Mechanical sensitivity is mediated by both delta opioid receptor (DOR) and mu opioid receptor (MOR) and is not altered by chronic ethanol exposure. (A) Wild-type (WT) C57BL/6 mice (n = 8–14) were injected intrathecally with increasing doses of a DOR-selective (deltorphin II, [D-Pen2,D-Pen5]-Enkephalin [DPDPE], or SNC80) or MOR-selective (DAMGO) agonist, and mechanical sensitivity was measured using von Frey filaments. (B) WT, DOR knockout (KO), and MOR KO C57BL/6 mice (n = 8–14) were injected intrathecally with agonist (deltorphin II [4 nmol], DPDPE [10 nmol], SNC80 [10 nmol], or DAMGO [30 pmol]), and mechanical sensitivity was measured. In WT mice, the DAMGO response was unaffected by co-injection of the DOR antagonist Naltriben (NTB) (.5 nmol). In MOR KO mice, the SNC80-induced response was inhibited by co-injection of the NTB (.5 nmol). Significance between groups was determined by analysis of variance followed by a Newman-Keuls post hoc analysis. (C) Ethanol-drinking WT, C57BL/6 mice (n = 8–14) were injected intrathecally with agonist (deltorphin II [4 nmol], DPDPE [10 nmol], SNC80 [10 nmol], or DAMGO [30 pmol]), and mechanical sensitivity was measured.
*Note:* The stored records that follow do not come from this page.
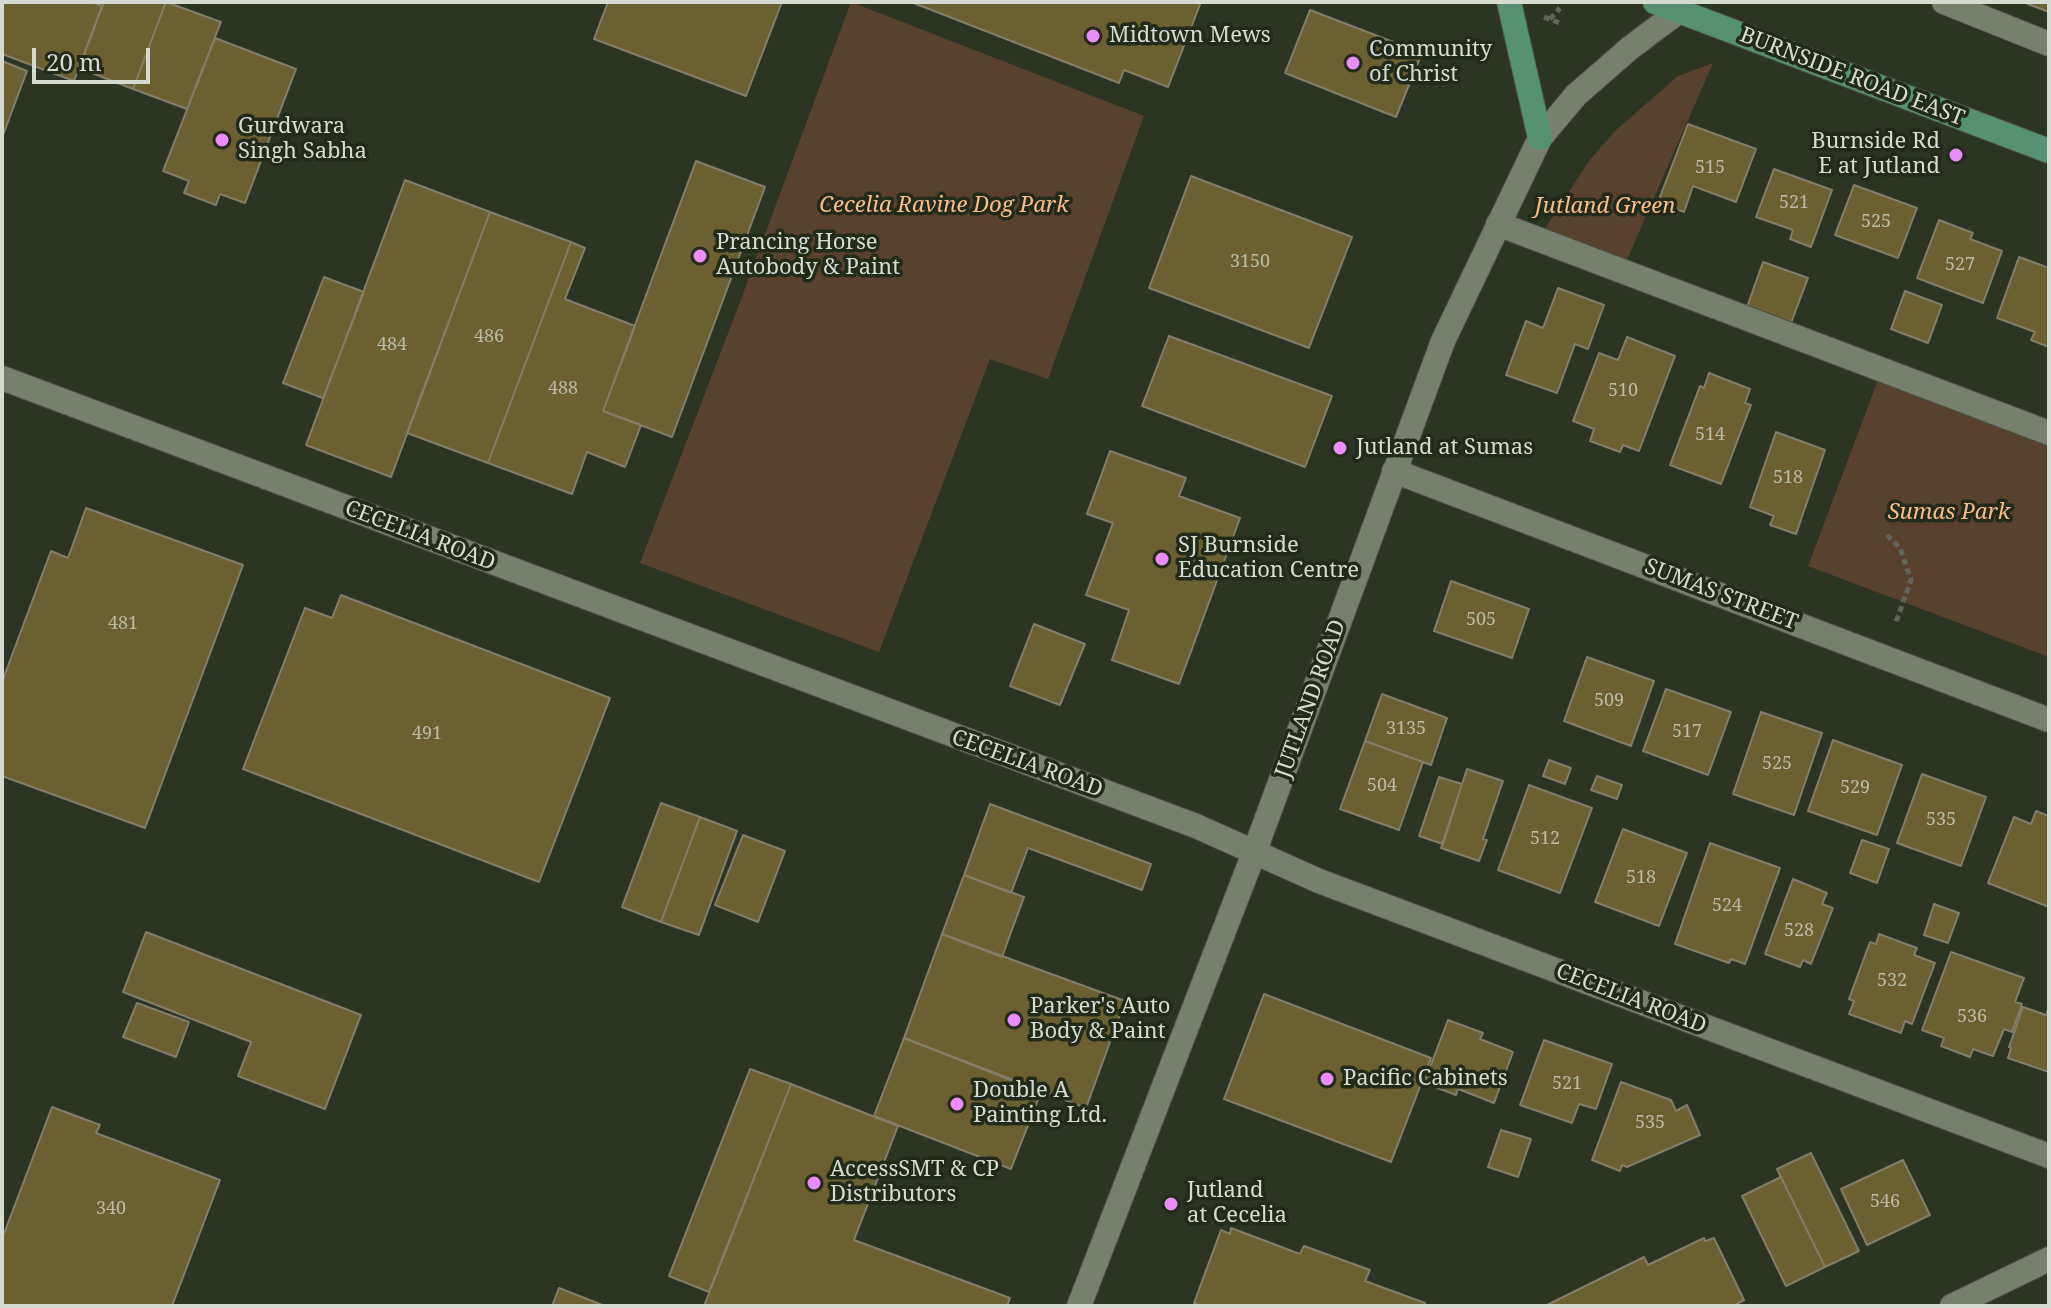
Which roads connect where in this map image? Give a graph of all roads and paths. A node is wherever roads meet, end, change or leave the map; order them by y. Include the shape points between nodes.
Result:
1 (1509, 2) edge
2 (1655, 2) edge
3 (1944, 2) edge
4 (1683, 7) edge
5 (1560, 8) dead end
6 (1550, 19) dead end
7 (2049, 44) edge
8 (1540, 138) junction
9 (2049, 151) edge
10 (1498, 224) junction
11 (2, 378) edge
12 (2049, 433) edge
13 (1394, 471) junction
14 (1887, 535) dead end
15 (1895, 625) dead end
16 (2049, 720) edge
17 (1254, 853) junction
18 (2049, 1156) edge
19 (2049, 1259) edge
20 (1079, 1306) edge
21 (1952, 1306) edge

1 - 8 main road
2 - 4 main road, BURNSIDE ROAD EAST
3 - 7 street
4 - 8 street, JUTLAND ROAD via 1576,95
4 - 9 main road, BURNSIDE ROAD EAST
5 - 6 path
8 - 10 street, JUTLAND ROAD
10 - 12 street
10 - 13 street, JUTLAND ROAD via 1443,341
11 - 17 street, CECELIA ROAD via 1196,826
13 - 16 street, SUMAS STREET
13 - 17 street, JUTLAND ROAD
14 - 15 path via 1900,548 1911,580
17 - 18 street, CECELIA ROAD
17 - 20 street, JUTLAND ROAD
19 - 21 street

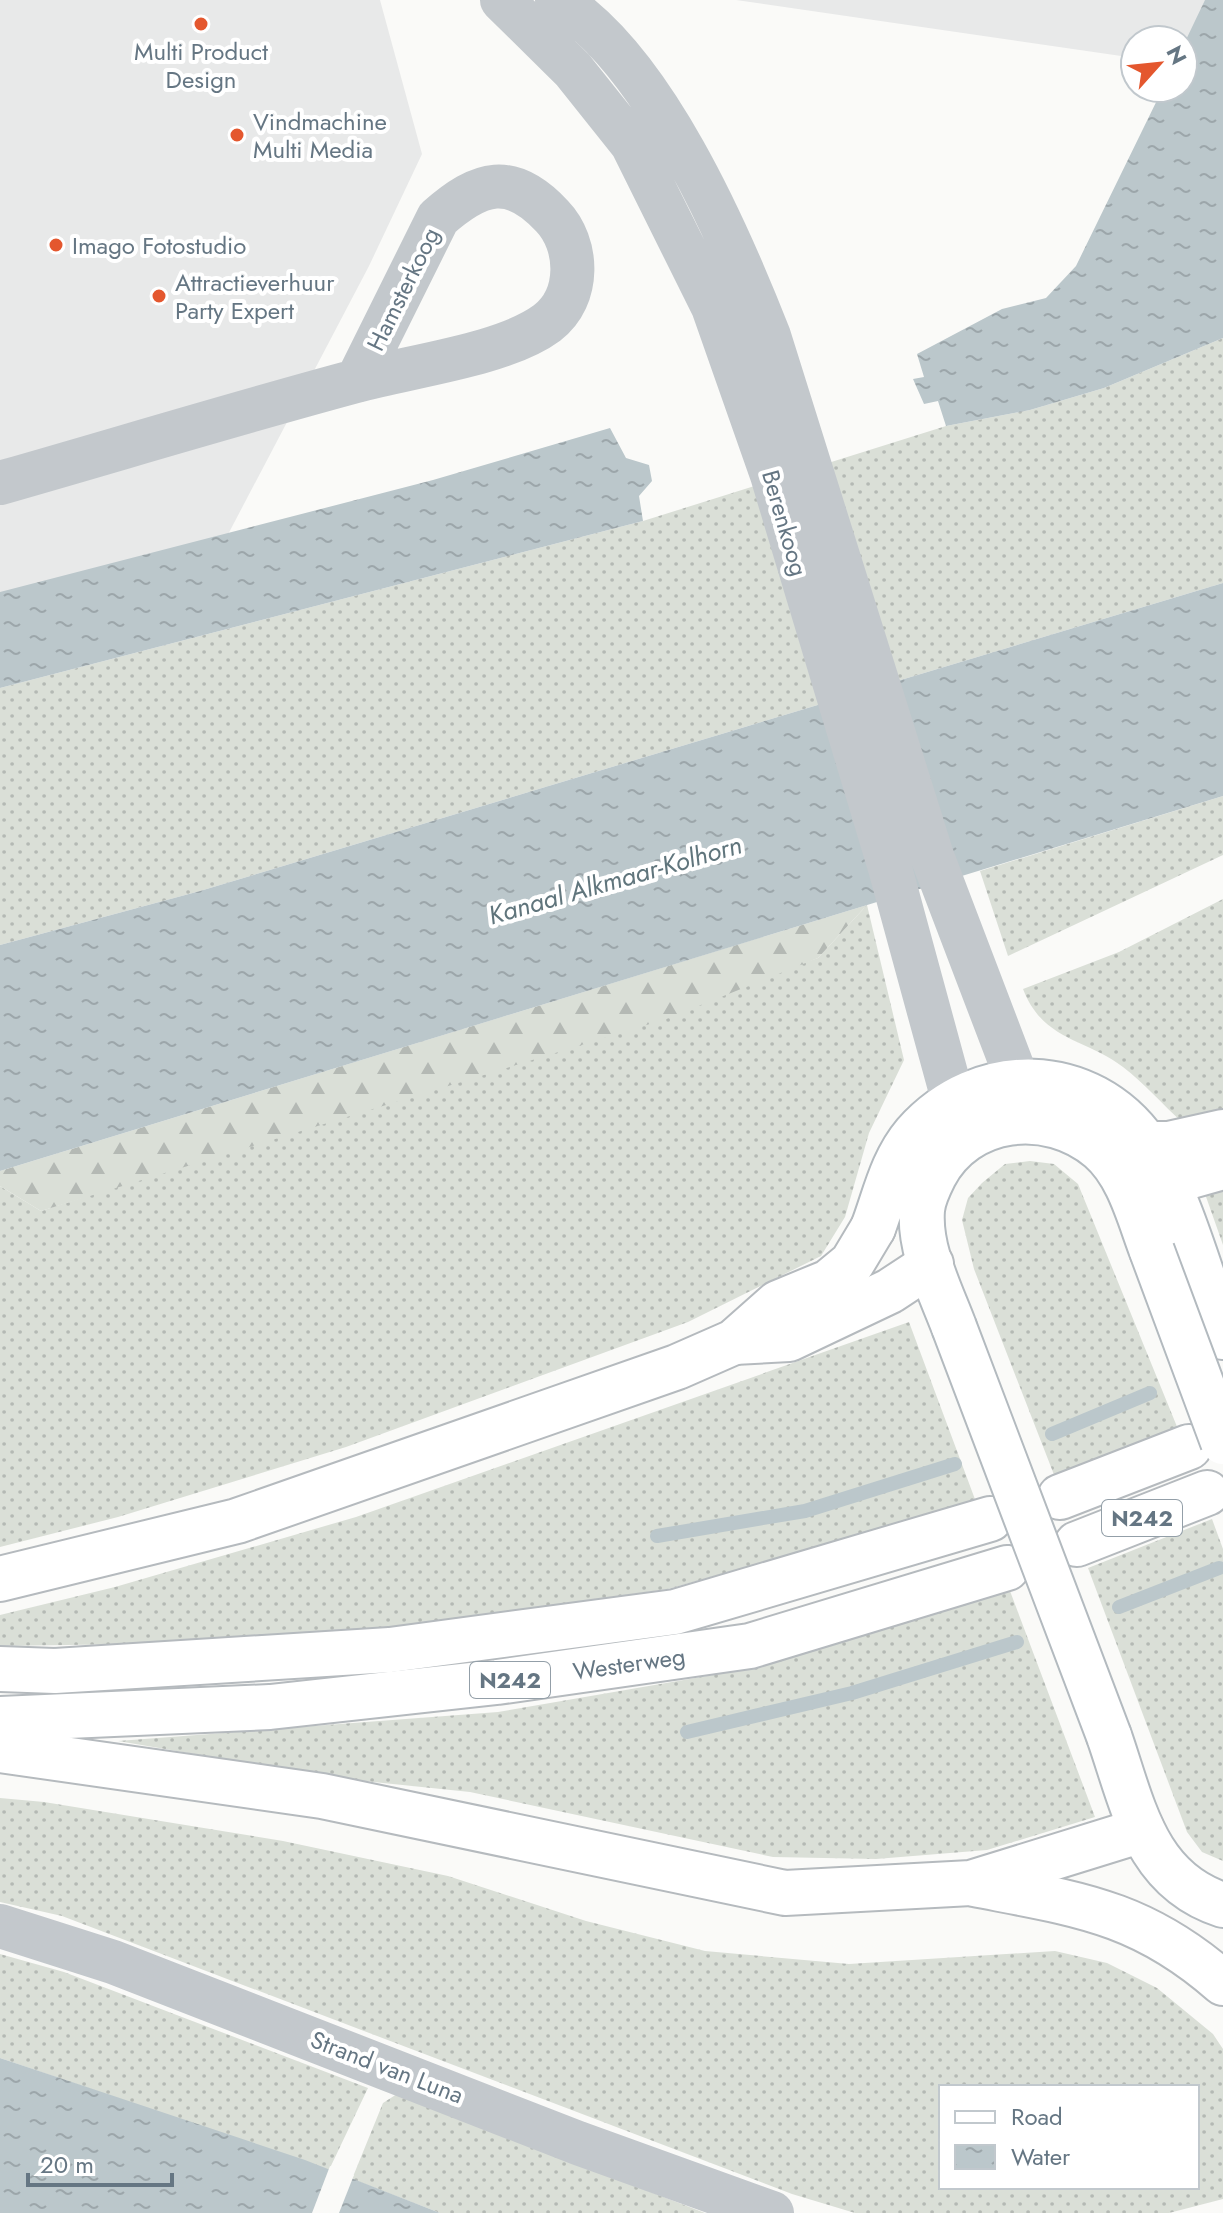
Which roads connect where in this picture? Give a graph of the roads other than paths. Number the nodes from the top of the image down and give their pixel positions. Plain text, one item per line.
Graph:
1 (502, 0) edge
2 (557, 0) edge
3 (357, 381) junction
4 (0, 483) edge
5 (819, 565) junction
6 (1017, 1079) junction
7 (957, 1122) junction
8 (1223, 1132) edge
9 (1134, 1160) junction
10 (1223, 1167) edge
11 (1166, 1183) junction
12 (1169, 1245) junction
13 (931, 1264) junction
14 (1223, 1337) edge
15 (734, 1342) junction
16 (1206, 1444) edge
17 (1207, 1493) dead end
18 (1060, 1497) dead end
19 (990, 1519) dead end
20 (1077, 1544) dead end
21 (1007, 1568) dead end
22 (0, 1579) edge
23 (0, 1669) edge
24 (0, 1719) edge
25 (0, 1750) edge
26 (1142, 1830) junction
27 (971, 1883) junction
28 (1223, 1905) edge
29 (0, 1926) edge
30 (1223, 1983) edge
31 (772, 2213) edge

1 - 5 street, Berenkoog
2 - 5 street, Berenkoog
3 - 3 street, Hamsterkoog
3 - 4 street, Hamsterkoog
5 - 6 street, Berenkoog
5 - 7 street, Berenkoog
6 - 7 main road
6 - 9 main road
7 - 9 main road
7 - 13 main road
7 - 15 main road
8 - 9 main road
9 - 11 main road
9 - 12 main road
10 - 11 main road
11 - 12 main road
12 - 14 main road
12 - 16 main road, bridge
13 - 15 main road
13 - 26 main road, bridge
15 - 22 main road
16 - 18 main road, N242
17 - 20 main road, N242
19 - 23 main road, Westerweg / N242
21 - 24 main road, Westerweg / N242
25 - 27 main road
26 - 27 main road
26 - 28 main road
27 - 30 main road
29 - 31 street, Strand van Luna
Involvement DOR was determined by co-injection with the DOR-selective antagonist NTB (.5 nmol), respectively. (D) Naïve or ethanol-drinking C57BL/6 DOR KO mice (n = 8–9) were injected intrathecally with agonist (deltorphin II [4 nmol], DPDPE [10 nmol], or SNC80 [10 nmol]), and mechanical sensitivity was measured. Data are represented as the percentage maximal possible effect, which is defined as [(measurement – baseline)/(cutoff – baseline)]*100. *p < .05; **p < 0.01; ***p < .001. Delt II, deltorphin II; EtOH, ethanol; MPE, maximal possible effect.